> **Task statement**
Word for word, set down every line of the entries below from the line with "index pip: (433, 127)" to the line with "pinky dip: (1377, 912)", including both, and no other line.

> **Dataset extract**
———

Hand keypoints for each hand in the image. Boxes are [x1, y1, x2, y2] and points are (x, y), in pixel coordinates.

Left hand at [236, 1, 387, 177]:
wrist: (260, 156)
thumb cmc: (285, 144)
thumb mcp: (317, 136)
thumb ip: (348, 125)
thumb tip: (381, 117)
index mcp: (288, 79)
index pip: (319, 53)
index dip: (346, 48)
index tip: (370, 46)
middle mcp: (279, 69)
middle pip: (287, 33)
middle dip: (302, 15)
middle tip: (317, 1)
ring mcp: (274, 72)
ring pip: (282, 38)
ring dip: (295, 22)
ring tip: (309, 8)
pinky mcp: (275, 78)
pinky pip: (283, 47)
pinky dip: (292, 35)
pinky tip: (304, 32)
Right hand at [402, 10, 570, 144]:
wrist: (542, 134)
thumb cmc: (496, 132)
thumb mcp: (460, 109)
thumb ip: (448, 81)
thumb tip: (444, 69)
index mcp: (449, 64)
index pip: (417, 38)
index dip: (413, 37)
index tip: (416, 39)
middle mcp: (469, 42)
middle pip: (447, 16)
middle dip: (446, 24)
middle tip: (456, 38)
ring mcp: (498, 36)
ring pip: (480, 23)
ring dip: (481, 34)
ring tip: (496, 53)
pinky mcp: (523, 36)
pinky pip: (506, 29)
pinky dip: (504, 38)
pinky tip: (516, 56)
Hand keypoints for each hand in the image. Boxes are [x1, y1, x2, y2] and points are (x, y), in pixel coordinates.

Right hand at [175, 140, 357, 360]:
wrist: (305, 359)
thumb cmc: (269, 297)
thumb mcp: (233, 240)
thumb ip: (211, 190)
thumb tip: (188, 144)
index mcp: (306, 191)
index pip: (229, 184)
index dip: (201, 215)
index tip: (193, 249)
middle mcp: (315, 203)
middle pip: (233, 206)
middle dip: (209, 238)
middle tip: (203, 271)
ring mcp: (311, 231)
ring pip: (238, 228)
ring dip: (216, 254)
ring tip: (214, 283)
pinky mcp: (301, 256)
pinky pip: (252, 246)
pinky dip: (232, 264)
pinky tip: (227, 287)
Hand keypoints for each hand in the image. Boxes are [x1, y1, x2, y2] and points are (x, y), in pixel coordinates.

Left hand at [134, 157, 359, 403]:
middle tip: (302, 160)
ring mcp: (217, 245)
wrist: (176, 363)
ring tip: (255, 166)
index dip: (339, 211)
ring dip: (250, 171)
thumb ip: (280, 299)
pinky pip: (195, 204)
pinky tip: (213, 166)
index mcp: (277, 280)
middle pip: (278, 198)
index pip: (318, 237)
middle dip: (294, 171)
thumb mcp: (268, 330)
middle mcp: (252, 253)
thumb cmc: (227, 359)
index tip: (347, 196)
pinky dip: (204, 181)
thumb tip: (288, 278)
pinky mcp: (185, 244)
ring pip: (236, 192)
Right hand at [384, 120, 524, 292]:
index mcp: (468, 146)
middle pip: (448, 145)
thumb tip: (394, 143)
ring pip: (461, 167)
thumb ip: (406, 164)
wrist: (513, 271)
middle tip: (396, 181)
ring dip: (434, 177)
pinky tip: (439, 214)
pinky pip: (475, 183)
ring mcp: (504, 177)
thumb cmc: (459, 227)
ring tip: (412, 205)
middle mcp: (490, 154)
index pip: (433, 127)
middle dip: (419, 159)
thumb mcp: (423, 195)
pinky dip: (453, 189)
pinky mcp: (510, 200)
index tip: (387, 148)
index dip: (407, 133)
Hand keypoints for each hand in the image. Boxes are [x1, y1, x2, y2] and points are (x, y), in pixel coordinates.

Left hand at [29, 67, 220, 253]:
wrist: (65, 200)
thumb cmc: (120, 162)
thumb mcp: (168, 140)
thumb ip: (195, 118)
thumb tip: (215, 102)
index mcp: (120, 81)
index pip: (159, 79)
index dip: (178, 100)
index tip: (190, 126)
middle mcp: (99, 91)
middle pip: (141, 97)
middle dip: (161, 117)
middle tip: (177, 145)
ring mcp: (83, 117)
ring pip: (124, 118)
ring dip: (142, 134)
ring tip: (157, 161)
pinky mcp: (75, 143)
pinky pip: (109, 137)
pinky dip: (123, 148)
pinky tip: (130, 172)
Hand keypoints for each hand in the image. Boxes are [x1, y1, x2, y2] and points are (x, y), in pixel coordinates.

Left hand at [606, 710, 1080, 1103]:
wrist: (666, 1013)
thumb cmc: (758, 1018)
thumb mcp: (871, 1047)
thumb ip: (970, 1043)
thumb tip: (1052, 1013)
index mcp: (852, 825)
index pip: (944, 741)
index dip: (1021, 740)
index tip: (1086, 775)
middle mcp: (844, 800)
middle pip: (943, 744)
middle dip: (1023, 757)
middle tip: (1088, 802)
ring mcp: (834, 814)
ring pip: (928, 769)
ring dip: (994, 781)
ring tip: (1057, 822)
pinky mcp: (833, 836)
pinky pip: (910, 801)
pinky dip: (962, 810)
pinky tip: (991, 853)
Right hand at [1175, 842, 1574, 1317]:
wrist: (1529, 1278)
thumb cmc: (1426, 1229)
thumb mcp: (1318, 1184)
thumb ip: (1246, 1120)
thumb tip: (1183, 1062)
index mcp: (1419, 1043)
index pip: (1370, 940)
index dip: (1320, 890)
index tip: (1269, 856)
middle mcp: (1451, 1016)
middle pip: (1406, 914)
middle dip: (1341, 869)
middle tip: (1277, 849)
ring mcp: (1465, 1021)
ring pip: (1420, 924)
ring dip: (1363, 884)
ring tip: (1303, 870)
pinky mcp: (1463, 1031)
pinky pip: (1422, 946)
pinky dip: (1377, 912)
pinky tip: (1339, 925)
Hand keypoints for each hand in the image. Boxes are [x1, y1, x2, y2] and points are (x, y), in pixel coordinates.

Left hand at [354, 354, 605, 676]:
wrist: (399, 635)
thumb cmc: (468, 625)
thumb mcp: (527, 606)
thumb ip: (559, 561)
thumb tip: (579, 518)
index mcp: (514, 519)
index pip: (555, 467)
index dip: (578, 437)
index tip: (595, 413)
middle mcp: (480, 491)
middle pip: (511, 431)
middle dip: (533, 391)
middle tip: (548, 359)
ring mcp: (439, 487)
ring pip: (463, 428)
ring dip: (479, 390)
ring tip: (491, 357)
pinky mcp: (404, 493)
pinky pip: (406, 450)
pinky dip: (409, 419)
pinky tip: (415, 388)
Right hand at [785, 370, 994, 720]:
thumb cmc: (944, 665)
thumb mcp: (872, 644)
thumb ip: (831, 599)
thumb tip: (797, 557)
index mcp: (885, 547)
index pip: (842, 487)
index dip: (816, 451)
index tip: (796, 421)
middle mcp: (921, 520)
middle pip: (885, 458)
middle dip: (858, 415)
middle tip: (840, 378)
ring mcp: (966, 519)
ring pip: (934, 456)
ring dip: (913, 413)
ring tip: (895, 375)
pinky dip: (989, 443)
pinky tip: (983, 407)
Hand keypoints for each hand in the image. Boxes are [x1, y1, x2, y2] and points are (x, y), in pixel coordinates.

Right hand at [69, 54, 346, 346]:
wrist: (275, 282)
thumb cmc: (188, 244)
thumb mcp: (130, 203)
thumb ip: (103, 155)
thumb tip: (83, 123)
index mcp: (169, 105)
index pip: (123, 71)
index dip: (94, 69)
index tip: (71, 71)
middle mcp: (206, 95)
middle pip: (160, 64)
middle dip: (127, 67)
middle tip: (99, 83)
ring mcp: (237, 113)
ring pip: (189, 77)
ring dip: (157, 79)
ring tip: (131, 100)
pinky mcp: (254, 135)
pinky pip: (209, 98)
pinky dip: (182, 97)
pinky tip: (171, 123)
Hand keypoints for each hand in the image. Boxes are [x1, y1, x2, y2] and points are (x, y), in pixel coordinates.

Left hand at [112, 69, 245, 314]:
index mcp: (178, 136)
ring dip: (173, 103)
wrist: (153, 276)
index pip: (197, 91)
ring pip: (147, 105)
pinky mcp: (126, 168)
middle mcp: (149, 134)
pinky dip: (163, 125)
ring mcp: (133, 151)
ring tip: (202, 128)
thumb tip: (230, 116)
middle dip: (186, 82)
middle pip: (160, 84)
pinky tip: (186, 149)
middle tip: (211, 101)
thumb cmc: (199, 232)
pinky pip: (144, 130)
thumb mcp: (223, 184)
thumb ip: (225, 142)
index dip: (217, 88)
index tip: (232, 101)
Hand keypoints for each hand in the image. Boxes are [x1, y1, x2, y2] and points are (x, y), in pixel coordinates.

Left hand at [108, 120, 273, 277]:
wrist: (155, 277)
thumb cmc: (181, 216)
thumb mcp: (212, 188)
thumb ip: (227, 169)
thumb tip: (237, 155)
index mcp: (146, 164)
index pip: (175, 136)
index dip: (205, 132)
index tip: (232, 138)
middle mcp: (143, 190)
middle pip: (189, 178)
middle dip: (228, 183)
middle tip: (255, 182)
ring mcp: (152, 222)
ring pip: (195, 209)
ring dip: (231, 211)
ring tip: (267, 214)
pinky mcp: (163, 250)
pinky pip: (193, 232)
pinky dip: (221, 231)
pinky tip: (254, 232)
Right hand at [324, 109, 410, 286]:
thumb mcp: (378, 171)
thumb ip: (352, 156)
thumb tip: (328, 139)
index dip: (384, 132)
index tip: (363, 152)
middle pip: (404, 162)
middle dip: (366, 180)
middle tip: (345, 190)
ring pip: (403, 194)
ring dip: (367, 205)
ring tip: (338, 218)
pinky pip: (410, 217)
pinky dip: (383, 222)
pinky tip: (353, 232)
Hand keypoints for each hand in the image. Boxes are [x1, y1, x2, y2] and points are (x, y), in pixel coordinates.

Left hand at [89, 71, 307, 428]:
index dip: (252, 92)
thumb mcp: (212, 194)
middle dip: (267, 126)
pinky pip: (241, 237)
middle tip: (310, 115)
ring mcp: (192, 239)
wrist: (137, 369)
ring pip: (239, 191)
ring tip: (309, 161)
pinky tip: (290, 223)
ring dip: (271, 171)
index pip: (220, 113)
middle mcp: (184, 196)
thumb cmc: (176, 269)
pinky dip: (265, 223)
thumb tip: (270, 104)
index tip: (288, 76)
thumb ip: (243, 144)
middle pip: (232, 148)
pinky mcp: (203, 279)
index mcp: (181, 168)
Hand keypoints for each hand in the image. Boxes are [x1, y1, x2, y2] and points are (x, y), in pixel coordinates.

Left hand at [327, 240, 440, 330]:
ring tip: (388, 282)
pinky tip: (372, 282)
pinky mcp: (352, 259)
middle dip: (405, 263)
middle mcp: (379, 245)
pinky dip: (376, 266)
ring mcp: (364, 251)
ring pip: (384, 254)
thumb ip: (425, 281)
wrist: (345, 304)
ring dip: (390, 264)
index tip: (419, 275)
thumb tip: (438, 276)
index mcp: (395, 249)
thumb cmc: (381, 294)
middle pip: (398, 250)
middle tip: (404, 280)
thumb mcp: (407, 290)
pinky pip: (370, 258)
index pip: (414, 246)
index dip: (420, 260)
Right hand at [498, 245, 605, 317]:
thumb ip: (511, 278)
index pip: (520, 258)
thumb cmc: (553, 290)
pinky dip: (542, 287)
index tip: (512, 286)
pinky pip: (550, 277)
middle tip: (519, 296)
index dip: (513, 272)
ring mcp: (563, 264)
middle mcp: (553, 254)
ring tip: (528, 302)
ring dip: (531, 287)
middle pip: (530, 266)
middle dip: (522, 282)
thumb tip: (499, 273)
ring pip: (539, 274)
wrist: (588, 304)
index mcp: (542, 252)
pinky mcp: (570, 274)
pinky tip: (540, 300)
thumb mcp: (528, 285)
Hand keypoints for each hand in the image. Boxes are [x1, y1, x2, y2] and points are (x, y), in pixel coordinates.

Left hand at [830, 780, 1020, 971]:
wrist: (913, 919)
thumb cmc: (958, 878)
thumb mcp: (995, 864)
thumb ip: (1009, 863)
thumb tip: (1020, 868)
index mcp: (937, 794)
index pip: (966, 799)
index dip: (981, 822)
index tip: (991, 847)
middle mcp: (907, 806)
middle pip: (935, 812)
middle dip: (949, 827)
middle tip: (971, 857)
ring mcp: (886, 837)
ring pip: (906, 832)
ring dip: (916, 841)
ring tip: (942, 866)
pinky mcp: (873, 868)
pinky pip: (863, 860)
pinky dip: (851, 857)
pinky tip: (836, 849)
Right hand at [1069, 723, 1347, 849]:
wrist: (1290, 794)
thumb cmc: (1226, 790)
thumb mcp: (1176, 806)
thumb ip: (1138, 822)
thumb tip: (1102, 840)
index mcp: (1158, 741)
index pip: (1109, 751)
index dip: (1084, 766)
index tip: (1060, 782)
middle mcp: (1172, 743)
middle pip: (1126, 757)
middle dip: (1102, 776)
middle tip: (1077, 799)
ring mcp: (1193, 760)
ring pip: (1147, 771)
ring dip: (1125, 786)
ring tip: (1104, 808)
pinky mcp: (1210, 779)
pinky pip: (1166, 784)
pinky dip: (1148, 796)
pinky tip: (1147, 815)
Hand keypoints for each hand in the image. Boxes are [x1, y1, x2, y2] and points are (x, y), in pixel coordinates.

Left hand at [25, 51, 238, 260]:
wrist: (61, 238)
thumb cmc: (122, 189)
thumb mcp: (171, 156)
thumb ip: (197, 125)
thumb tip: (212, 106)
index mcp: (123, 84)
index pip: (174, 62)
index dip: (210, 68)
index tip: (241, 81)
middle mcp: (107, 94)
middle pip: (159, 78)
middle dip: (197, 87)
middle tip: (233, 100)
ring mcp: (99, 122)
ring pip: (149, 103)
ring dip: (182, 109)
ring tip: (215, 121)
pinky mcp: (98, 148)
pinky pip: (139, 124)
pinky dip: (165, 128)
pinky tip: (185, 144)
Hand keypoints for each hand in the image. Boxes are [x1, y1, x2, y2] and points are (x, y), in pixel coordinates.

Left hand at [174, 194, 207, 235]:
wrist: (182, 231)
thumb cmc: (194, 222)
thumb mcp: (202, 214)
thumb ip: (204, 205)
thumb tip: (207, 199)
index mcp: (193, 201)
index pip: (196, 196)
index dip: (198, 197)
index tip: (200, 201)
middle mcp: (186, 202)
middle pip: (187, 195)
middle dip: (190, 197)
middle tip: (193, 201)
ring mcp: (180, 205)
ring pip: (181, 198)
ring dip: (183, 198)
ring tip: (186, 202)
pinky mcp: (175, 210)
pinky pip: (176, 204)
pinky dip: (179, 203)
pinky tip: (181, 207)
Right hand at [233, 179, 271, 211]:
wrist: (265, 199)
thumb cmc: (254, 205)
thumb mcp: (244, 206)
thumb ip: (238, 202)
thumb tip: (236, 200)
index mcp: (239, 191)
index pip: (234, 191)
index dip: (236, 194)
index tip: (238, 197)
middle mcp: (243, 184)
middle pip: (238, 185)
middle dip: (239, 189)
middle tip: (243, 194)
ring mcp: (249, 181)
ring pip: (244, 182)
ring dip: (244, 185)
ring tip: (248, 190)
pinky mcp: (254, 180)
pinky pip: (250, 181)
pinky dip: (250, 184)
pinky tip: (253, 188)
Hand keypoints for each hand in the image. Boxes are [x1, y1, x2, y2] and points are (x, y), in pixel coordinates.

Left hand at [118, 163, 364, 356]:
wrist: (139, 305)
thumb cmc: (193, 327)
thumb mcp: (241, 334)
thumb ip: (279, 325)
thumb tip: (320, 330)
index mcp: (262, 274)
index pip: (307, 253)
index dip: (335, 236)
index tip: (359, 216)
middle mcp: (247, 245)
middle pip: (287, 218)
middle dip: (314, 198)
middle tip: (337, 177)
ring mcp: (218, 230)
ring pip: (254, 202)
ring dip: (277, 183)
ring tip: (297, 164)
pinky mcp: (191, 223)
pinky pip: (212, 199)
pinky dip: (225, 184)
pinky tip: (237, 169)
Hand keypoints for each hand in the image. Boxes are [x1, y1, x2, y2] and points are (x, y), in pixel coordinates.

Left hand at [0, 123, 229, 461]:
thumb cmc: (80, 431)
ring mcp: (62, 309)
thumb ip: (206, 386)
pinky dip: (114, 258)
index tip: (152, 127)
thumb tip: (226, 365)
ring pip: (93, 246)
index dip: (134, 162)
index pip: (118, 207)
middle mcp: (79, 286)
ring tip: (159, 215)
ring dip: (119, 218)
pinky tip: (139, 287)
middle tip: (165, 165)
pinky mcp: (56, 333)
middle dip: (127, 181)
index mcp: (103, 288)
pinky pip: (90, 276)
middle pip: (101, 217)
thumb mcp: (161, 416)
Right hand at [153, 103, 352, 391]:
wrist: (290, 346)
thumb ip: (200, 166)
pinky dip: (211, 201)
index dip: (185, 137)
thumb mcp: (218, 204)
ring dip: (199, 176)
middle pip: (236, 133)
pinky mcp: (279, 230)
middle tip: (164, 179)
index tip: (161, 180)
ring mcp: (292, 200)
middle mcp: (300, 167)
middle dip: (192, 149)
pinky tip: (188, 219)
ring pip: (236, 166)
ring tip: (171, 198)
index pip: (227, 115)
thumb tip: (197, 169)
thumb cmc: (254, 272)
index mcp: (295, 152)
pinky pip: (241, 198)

———

> **Exercise output**
index pip: (433, 127)
middle dip: (419, 159)
thumb mcp: (423, 195)
pinky dip: (453, 189)
pinky mcp: (510, 200)
index tip: (387, 148)
index dip: (407, 133)
Hand keypoints for each hand in the image. Boxes are [x1, y1, x2, y2] and points are (x, y), in pixel coordinates.

Left hand at [29, 67, 220, 253]:
wrist: (65, 200)
thumb cmc: (120, 162)
thumb mcp: (168, 140)
thumb ip: (195, 118)
thumb tip: (215, 102)
index mcp: (120, 81)
index pip: (159, 79)
index dip: (178, 100)
index tip: (190, 126)
middle mcp: (99, 91)
middle pip: (141, 97)
middle dip: (161, 117)
middle tip: (177, 145)
ring mcp: (83, 117)
ring pip: (124, 118)
ring dip: (142, 134)
ring tip: (157, 161)
pinky mcp: (75, 143)
pinky pip: (109, 137)
pinky dip: (123, 148)
pinky tip: (130, 172)
Hand keypoints for each hand in the image. Boxes are [x1, y1, x2, y2] and points are (x, y), in pixel coordinates.

Left hand at [606, 710, 1080, 1103]:
wrist: (666, 1013)
thumb cmc: (758, 1018)
thumb mcp: (871, 1047)
thumb ip: (970, 1043)
thumb tip: (1052, 1013)
index mcp: (852, 825)
index pip: (944, 741)
index dip: (1021, 740)
index tip: (1086, 775)
middle mcp: (844, 800)
middle pip: (943, 744)
middle dip: (1023, 757)
middle tip: (1088, 802)
ring mcp: (834, 814)
ring pip: (928, 769)
ring dip: (994, 781)
ring tip: (1057, 822)
pinky mcp: (833, 836)
pinky pip: (910, 801)
pinky dip: (962, 810)
pinky tip: (991, 853)
Right hand at [1175, 842, 1574, 1317]:
wrist: (1529, 1278)
thumb cmc: (1426, 1229)
thumb mcp: (1318, 1184)
thumb ip: (1246, 1120)
thumb tip: (1183, 1062)
index mcp: (1419, 1043)
index pip: (1370, 940)
index dip: (1320, 890)
index tip: (1269, 856)
middle mcp: (1451, 1016)
middle pip: (1406, 914)
middle dip: (1341, 869)
middle tip: (1277, 849)
ring mcp: (1465, 1021)
ring pip: (1420, 924)
ring dip: (1363, 884)
ring tip: (1303, 870)
pinky mcp: (1463, 1031)
pinky pip: (1422, 946)
pinky dip: (1377, 912)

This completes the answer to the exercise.